Am Ende dürfte also die Frage entscheidend sein, ob es tatsächlich einen signifikanten Fremdschutz durch die Impfung gab. Und inwiefern sich das im Verlauf der Pandemie geändert hat. Aus Sicht der Kammer in Osnabrück hätte das RKI die Einschätzung hierzu gegenüber der Bundesregierung korrigieren müssen. Die Bundesregierung hätte daraufhin reagieren müssen, weil die einrichtungsbezogene Impfpflicht damit verfassungswidrig geworden sei.
Akte geht zum Bundesverfassungsgericht
Nach Informationen des ARD-Hauptstadtstudios hat das Verwaltungsgericht Osnabrück den Beschluss inzwischen an das Bundesverfassungsgericht übersandt. Die komplette Akte geht diese Woche per Post nach Karlsruhe. Nun liegt der Ball also beim Bundesverfassungsgericht. Es kann sich dafür oder dagegen entscheiden, noch einmal zu überprüfen, ob die einrichtungsbezogene Impfpflicht verfassungskonform war. 2022 hatte Karlsruhe entschieden, dass die Impfpflicht für Pflegekräfte rechtens war.

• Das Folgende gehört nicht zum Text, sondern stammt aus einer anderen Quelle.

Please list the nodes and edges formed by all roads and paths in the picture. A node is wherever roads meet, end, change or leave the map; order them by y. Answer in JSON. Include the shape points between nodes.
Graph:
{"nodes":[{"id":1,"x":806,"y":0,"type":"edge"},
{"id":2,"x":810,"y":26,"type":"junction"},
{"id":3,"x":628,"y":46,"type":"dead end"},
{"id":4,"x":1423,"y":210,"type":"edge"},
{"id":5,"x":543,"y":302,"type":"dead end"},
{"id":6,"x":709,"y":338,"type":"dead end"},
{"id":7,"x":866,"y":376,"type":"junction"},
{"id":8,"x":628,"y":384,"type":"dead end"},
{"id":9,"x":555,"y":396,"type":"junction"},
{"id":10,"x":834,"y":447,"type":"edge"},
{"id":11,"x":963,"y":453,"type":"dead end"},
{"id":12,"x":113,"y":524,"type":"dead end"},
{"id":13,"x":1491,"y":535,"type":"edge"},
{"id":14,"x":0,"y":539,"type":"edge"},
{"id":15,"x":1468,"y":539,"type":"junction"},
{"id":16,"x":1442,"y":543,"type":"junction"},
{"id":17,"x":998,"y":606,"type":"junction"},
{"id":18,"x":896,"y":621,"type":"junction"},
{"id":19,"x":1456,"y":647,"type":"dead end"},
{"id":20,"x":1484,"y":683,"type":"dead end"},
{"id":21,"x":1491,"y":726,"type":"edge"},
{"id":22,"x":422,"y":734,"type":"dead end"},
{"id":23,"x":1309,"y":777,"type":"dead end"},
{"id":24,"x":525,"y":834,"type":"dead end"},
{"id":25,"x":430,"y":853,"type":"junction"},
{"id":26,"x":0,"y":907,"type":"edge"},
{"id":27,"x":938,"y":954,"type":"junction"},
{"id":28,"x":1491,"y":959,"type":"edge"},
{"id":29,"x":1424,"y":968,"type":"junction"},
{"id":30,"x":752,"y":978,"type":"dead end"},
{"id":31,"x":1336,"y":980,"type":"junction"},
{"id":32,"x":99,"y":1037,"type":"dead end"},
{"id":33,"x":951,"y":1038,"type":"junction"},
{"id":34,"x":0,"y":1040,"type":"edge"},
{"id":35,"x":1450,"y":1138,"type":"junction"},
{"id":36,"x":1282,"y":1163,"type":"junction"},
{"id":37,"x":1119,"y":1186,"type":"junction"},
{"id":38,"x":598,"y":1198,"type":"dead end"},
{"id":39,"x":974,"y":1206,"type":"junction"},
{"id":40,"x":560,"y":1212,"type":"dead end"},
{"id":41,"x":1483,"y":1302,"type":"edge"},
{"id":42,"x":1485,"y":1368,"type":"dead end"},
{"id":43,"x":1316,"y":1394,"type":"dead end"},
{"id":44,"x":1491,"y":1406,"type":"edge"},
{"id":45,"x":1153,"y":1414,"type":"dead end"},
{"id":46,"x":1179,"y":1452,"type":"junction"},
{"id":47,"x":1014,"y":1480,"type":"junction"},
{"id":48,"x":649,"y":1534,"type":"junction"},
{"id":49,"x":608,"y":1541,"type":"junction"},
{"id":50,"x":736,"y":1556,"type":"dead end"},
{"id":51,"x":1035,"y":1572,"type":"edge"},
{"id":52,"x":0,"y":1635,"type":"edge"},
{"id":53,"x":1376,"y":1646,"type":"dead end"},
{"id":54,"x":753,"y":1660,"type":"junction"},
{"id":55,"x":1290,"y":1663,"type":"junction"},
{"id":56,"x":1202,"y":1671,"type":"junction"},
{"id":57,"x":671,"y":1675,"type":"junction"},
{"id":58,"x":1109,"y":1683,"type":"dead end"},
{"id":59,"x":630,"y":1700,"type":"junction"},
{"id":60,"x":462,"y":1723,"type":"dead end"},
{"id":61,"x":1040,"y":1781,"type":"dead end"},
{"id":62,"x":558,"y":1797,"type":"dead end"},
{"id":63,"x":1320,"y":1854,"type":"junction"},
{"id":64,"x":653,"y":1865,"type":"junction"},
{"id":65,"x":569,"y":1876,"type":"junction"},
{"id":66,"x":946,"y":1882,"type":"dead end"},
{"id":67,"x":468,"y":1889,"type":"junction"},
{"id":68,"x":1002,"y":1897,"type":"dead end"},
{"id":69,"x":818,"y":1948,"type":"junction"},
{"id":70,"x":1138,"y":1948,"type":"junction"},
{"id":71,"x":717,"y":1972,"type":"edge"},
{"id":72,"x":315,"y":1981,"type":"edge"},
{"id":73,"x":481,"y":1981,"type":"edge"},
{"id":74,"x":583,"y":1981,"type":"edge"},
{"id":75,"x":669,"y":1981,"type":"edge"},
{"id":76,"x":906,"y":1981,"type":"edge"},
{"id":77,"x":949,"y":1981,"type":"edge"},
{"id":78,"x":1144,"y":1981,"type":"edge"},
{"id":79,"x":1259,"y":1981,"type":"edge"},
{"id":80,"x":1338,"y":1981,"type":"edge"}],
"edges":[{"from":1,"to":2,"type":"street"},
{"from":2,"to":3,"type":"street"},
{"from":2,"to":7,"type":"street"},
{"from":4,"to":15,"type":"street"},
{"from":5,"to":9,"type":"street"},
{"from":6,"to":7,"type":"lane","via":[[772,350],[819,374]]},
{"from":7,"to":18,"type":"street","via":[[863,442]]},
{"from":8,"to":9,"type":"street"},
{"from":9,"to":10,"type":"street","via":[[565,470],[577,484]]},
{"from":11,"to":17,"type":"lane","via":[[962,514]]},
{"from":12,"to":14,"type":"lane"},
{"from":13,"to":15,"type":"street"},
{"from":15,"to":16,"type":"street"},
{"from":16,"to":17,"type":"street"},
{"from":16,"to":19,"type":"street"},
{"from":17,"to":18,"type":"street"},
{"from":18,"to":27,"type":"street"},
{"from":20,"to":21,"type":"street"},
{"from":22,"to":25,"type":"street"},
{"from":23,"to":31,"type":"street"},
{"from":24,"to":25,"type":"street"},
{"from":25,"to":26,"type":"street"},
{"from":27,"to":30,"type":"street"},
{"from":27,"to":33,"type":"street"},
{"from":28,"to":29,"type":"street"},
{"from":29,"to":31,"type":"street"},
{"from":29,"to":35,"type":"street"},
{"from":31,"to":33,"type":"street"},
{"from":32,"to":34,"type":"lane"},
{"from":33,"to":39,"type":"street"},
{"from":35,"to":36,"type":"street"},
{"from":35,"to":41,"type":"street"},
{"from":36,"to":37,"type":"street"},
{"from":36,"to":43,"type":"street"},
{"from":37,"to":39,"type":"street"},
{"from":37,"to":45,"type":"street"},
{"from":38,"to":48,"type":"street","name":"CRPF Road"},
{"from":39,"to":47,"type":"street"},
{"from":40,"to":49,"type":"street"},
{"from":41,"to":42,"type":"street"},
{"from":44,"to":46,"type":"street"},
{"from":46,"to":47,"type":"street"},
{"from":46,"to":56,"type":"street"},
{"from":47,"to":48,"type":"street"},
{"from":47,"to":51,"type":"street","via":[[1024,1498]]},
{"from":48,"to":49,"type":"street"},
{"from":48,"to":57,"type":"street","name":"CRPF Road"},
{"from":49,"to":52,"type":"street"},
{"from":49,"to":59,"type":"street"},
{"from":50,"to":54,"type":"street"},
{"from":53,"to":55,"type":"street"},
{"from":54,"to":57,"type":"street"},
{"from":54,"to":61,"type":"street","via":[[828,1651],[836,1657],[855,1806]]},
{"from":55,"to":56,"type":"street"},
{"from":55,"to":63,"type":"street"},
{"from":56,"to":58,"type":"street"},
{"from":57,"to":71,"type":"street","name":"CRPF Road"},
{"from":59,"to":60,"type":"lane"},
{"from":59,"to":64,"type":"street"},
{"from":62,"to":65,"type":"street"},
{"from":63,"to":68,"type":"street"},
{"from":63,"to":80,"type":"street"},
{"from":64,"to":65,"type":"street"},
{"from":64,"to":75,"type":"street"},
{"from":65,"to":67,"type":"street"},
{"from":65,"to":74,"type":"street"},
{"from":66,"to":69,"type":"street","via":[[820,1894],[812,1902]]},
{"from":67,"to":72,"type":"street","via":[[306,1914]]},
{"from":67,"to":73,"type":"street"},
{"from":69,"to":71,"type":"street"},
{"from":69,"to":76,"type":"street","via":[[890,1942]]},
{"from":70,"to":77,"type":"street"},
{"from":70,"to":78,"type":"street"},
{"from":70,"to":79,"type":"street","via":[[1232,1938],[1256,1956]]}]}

Die Rechtswissenschaftlerin Frauke Rostalski hält es für wichtig, dass das oberste Gericht sich noch einmal mit der Sache befasst. Sie ist Mitglied im Deutschen Ethikrat. Sie sagt: "Die einrichtungsbezogene Impfpflicht stand nach meiner juristischen Einschätzung schon zum damaligen Zeitpunkt auf wackeligen Beinen."
Pflegerinnen und Pfleger seien während der gesamten Pandemie sehr solidarisch gewesen. Sie hätten durch ihren Arbeitseinsatz unheimlich viel getan für den Rest der Bevölkerung. "Und dann mussten sie aber noch diesen zusätzlichen massiven Freiheitseingriff hinnehmen, obwohl Teile von ihnen das eben nicht wollten." Sie habe das als "große Ungerechtigkeit" empfunden, sagt Rostalski.